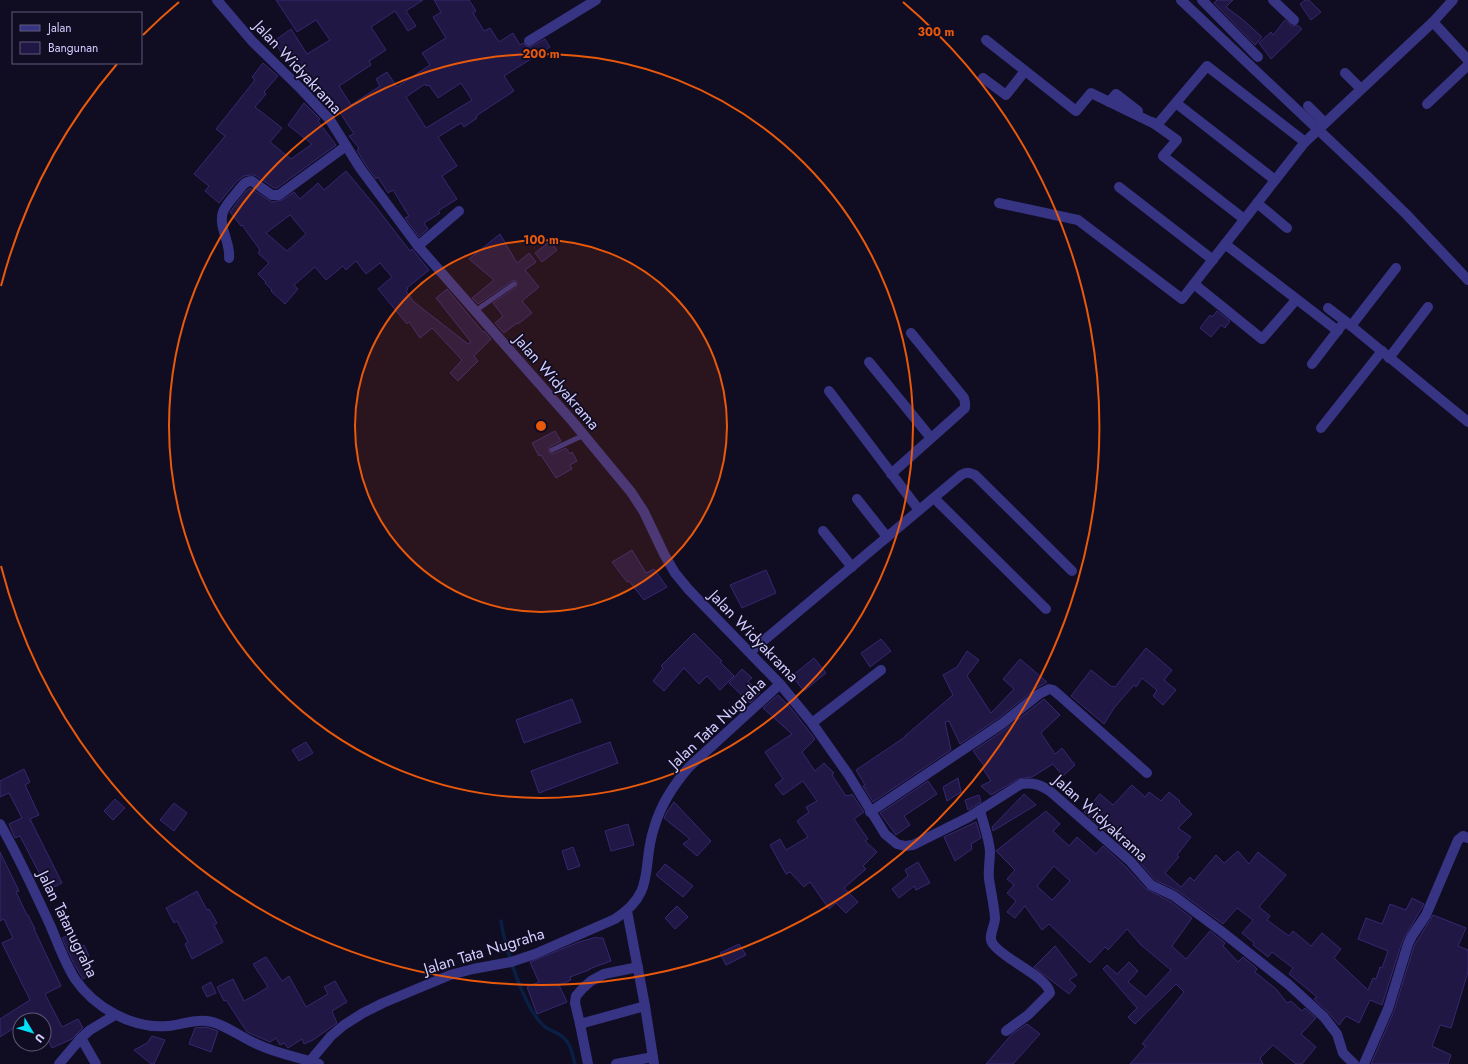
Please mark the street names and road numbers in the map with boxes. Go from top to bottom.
street label: Jalan Widyakrama [247,14,347,119]
street label: Jalan Widyakrama [508,328,605,435]
street label: Jalan Widyakrama [703,583,804,687]
street label: Jalan Tata Nugraha [662,672,771,775]
street label: Jalan Widyakrama [1047,768,1153,867]
street label: Jalan Tatanugraha [31,865,104,981]
street label: Jalan Tata Nugraha [419,922,547,981]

**WHAT THE TASK REQUIRES**
Retype the data above exactly; pictures are not part of the copy.

**TASK RESPONSE**
Please mark the street names and road numbers in the map with boxes. Go from top to bottom.
street label: Jalan Widyakrama [247,14,347,119]
street label: Jalan Widyakrama [508,328,605,435]
street label: Jalan Widyakrama [703,583,804,687]
street label: Jalan Tata Nugraha [662,672,771,775]
street label: Jalan Widyakrama [1047,768,1153,867]
street label: Jalan Tatanugraha [31,865,104,981]
street label: Jalan Tata Nugraha [419,922,547,981]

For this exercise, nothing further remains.